自然には無限の酸素(空気)があり、毎日の呼吸が当たり前のように行われますが、この一息一息の呼吸こそ人間が生きる原点で、少しの工夫と少しの調整を行う事で、身体は勿論、心(精神)にも好影響する事はあまり知られていません。
フリーダイビングは海・プールで行うものですが、呼吸のプロとも言えるフリーダイバーが企業のオフィスで役立つ事ができれば、こんなに良い事はありません。

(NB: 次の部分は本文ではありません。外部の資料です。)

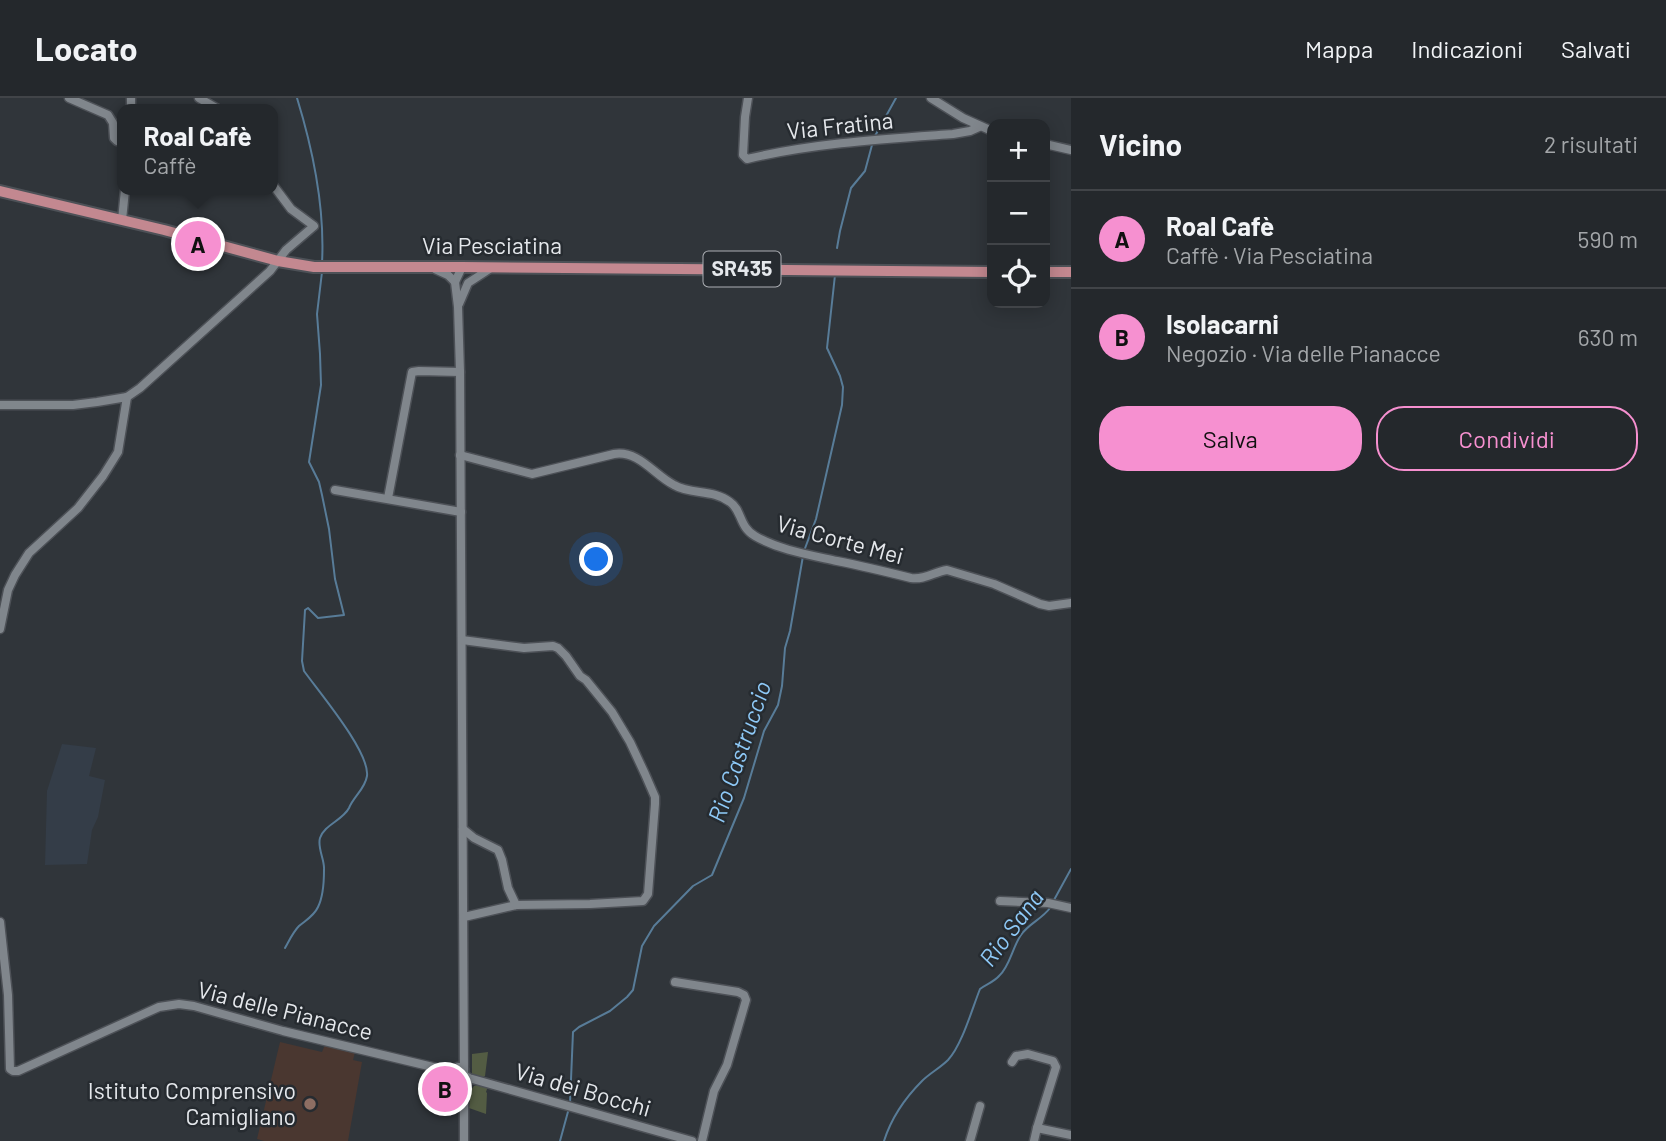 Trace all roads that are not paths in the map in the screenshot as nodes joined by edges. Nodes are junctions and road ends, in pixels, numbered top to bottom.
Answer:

国内競技人口200名というマイナー競技を知っていただくきっかけにもなりますし、競技を通じた呼吸法が、皆さんの業務にまで貢献できれば、フリーダイビングの新しい道にもなると思います。」
平たく言えば、スポーツ選手のセカンドキャリア形成。ということをゆくゆくは狙っています。これまでマイナー競技のお話をしましたが、決してそれだけではないかと思います。例えば野球選手やサッカー選手にも参加いただくことができれば、そんなに素晴らしいことはないと考えています。
スクリーンセーバーから、行動を変えられないか?
このような、選手とのある種イベンチャルなオフィスポプログラムは、やはりそう回数を多く実施できるものではありません。

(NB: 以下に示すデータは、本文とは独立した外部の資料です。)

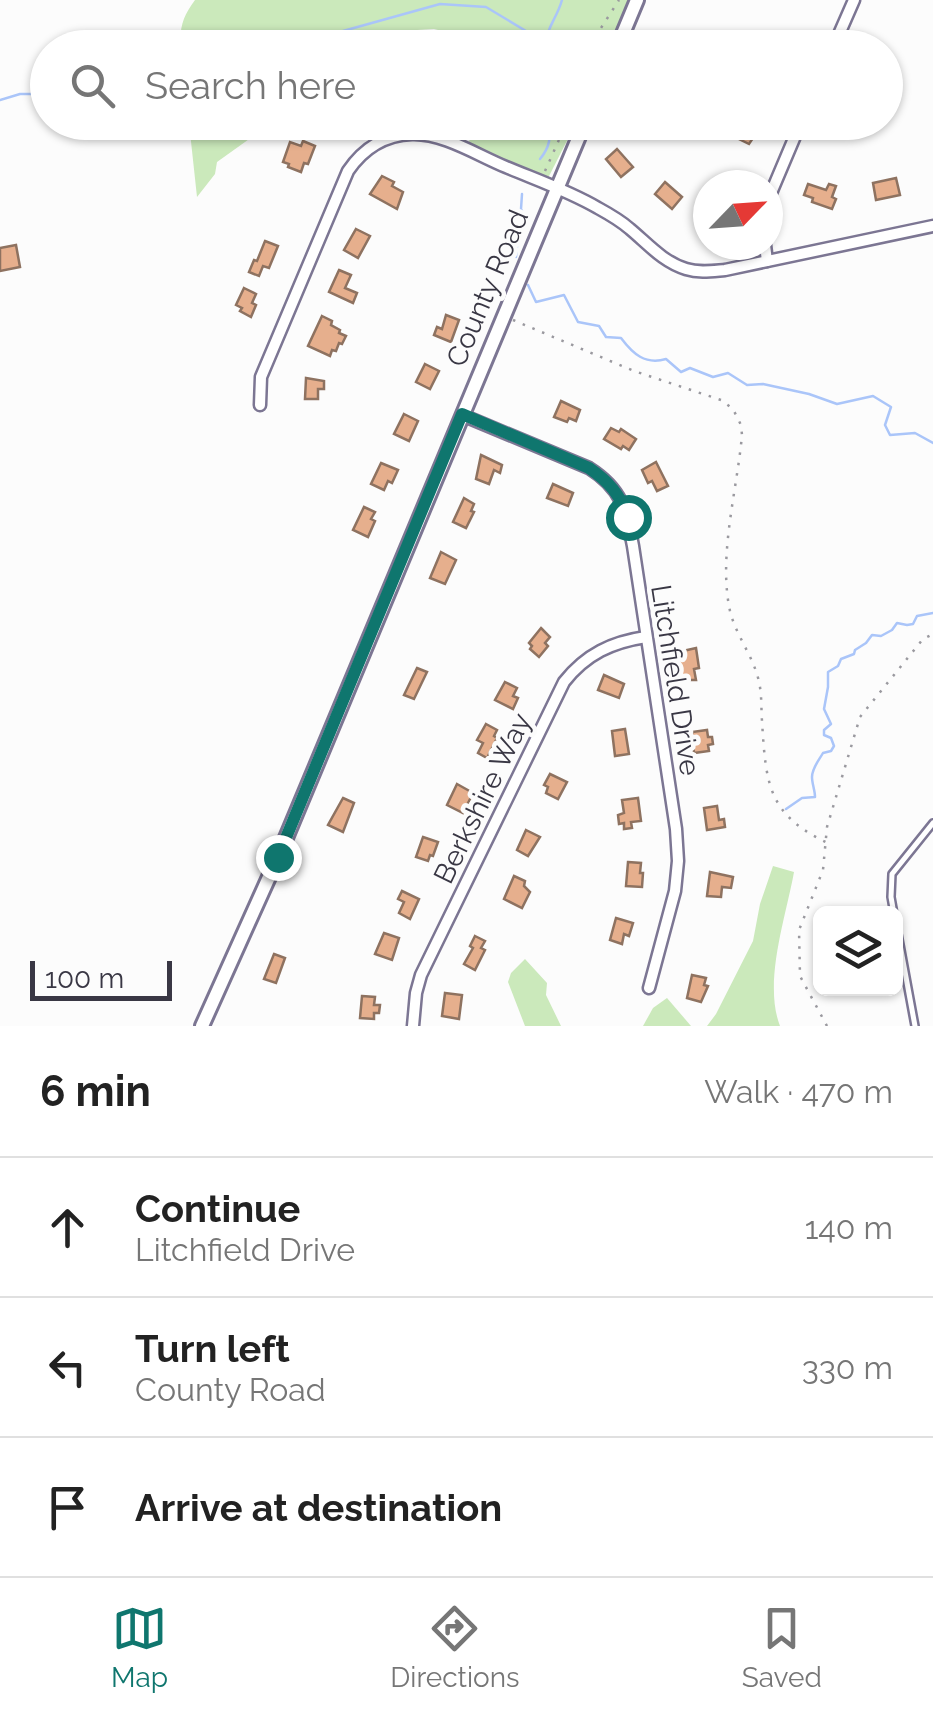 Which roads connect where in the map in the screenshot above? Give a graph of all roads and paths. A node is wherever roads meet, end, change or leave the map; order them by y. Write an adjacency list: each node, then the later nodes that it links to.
1 (618, 0): 4 (path)
2 (638, 0): 5 (street)
3 (854, 0): 6 (street)
4 (600, 30)
5 (625, 30)
6 (842, 30)
7 (384, 140): 19 (street)
8 (445, 140): 13 (street)
9 (560, 140): 13 (path)
10 (577, 140): 14 (street, County Road)
11 (793, 140): 12 (street)
12 (781, 170)
13 (541, 181): 14 (street)
14 (557, 188): 17 (street); 18 (street, County Road)
15 (933, 226): 16 (street)
16 (783, 257)
17 (768, 260)
18 (502, 316): 20 (street, County Road); 24 (path)
19 (260, 404)
20 (462, 414): 22 (street, Litchfield Drive); 29 (street, County Road)
21 (933, 634): 24 (path)
22 (646, 637): 28 (street, Litchfield Drive); 30 (street, Berkshire Way)
23 (933, 823): 26 (lane)
24 (826, 842): 25 (path); 31 (path)
25 (832, 844)
26 (892, 906)
27 (903, 961): 32 (lane)
28 (648, 988)
29 (202, 1026)
30 (413, 1026)
31 (828, 1026)
32 (915, 1026)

そしてオフィスポ自体は、いかに継続的にオフィスワークの中で運動ブレークを取り入れていけるか、ということへの挑戦でもあります。
つまり、日常行動の延長線上でオフィスポをつくることと、それを一人でも多くの人が「あ、やってみようかな」と思える動機づくりができるかが大きな課題です。そこで我々が目をつけたのが、スクリーンセーバーです。
オフィスのスクリーンセーバーといえば、席を外した時に他人に情報を見られぬようブロックする一つのセキュリティー機能です。ただ現状、そのスクリーンセーバー自体は、会社の規定などによってなかなか自分の思い通りの写真を挟めないのが実態です。
でもよく考えてみれば、スクリーンセーバーは、席を立った後、デスクに戻って椅子に座るというタイミングで必ず出会うものです。つまり、座ったその時「ふうっ」と一息つくその瞬間が必ずある、ということです。
であれば、そこにワンブレークタイムを入れればよいのではないか?
そう考えたのです。
スクリーンセーバーに、デスクでできる1分エクササイズ。それを提示できれば、ちょっとリラックスできる運動をやってみてもいいかな、と思える人もいるんじゃないでしょうか。
そこでつくったのが、オフィスポスクリーンセーバーです。様々な一流トレーナーの皆さまに監修いただき、デスクでできる1分エクササイズを作ってみました。
いまは、以下のような人たちとコンテンツを準備しています。
・森実利さん(NIKE NRC COACH / パーソナルトレーナー)のデスクストレッチ
・西川公祥さん(寺子屋ブッダ 坐禅講師)のいす座禅
・相楽のりこさん(sagara yoga)のデスクヨガ
・Priya 瀧綾子さん(JIVAMUKTI YOGA正式指導者)のデスクヨガ
これからさらにたくさんの選手や指導者の皆さまの力を借り、コンテンツを増やしていきたいと考えています。
オフィスを運動から変えていく
さて、2回にわたりなぜ電通がオフィスポを推進していくのか?ということについてお話ししてきました。このプロジェクト自体はまだまだ始まったばかり。これからもたくさんの方の協力を得ながら、大きなムーブメントとしていきたいと考えています。
健康経営という、企業が社員のために用意する具体的なアクティビティーがこれからどんどん増えていくことでしょう。そのひとつとしてオフィスを運動から変えていく「オフィスポ」が選ばれるよう、様々なプログラムを作り上げていきたいと思っています。